What is expected:
Would you please copy every line from the records that contains the word "Georgetown"?

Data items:
----

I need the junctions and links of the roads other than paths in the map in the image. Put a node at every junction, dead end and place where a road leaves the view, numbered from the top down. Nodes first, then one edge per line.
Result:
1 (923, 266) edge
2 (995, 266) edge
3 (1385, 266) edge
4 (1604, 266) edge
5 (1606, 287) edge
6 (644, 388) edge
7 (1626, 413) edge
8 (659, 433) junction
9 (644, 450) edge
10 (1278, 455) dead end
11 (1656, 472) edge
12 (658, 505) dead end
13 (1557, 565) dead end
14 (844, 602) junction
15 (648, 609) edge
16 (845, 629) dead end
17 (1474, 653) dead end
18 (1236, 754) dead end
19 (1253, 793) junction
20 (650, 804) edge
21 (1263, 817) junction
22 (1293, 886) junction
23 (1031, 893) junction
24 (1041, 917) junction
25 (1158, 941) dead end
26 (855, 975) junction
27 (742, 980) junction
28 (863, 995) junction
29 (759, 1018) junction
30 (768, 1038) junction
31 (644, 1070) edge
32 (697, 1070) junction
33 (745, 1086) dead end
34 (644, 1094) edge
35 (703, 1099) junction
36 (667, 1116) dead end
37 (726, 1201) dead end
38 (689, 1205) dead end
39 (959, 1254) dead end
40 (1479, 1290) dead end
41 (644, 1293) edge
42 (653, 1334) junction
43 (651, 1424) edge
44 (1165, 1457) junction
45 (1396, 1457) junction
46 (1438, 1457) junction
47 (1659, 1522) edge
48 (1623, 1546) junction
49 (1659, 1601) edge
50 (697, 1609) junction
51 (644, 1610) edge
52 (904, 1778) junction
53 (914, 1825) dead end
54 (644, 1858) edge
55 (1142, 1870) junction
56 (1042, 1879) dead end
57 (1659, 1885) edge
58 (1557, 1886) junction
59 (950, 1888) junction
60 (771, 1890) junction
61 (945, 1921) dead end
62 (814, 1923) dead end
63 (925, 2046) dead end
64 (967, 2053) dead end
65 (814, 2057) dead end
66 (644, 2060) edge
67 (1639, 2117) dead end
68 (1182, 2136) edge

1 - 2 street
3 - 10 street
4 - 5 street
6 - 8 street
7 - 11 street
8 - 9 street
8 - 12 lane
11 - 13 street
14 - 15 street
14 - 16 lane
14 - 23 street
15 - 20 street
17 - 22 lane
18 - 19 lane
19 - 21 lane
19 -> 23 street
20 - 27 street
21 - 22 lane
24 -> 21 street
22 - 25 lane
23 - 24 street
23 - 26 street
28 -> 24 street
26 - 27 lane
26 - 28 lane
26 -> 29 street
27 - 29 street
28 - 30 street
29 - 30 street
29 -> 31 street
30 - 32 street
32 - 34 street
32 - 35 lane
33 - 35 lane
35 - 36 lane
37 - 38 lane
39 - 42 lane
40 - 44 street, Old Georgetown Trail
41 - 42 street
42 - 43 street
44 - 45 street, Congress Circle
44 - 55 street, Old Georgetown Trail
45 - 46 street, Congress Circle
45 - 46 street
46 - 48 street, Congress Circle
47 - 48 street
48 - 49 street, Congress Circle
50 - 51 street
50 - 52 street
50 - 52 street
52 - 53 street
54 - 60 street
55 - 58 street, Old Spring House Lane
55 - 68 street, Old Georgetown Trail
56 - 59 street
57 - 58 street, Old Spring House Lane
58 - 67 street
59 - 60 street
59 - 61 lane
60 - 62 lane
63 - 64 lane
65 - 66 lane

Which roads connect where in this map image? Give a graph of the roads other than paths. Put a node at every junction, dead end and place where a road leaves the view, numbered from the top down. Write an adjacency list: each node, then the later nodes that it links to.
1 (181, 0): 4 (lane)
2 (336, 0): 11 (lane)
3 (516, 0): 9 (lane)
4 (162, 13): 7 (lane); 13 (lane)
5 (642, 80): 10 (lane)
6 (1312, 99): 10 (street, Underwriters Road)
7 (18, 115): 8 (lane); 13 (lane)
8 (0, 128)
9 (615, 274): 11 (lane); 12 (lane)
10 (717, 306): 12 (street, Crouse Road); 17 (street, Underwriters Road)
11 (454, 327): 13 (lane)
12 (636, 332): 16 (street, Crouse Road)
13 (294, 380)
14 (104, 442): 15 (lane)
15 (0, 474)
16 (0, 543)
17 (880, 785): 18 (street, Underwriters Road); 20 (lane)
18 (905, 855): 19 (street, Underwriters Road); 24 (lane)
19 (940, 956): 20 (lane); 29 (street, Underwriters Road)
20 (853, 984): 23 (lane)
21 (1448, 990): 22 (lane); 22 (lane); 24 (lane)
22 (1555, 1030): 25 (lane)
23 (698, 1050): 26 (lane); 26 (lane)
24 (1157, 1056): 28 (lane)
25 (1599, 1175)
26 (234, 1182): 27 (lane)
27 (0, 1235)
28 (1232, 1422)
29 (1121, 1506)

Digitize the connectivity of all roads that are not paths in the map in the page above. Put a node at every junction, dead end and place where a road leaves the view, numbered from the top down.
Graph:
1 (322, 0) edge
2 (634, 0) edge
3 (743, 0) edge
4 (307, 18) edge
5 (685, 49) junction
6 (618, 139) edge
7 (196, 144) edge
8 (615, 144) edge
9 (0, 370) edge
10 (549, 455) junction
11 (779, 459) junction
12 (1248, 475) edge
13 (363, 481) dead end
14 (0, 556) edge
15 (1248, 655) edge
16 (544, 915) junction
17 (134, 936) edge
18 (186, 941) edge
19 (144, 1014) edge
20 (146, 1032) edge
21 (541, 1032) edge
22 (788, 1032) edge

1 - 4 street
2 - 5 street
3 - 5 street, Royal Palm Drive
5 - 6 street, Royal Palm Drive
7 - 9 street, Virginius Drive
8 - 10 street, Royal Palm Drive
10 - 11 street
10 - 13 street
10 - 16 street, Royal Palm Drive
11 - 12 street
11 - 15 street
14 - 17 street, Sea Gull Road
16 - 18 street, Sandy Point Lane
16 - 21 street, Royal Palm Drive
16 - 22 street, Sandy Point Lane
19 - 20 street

----

Result:
40 - 44 street, Old Georgetown Trail
44 - 55 street, Old Georgetown Trail
55 - 68 street, Old Georgetown Trail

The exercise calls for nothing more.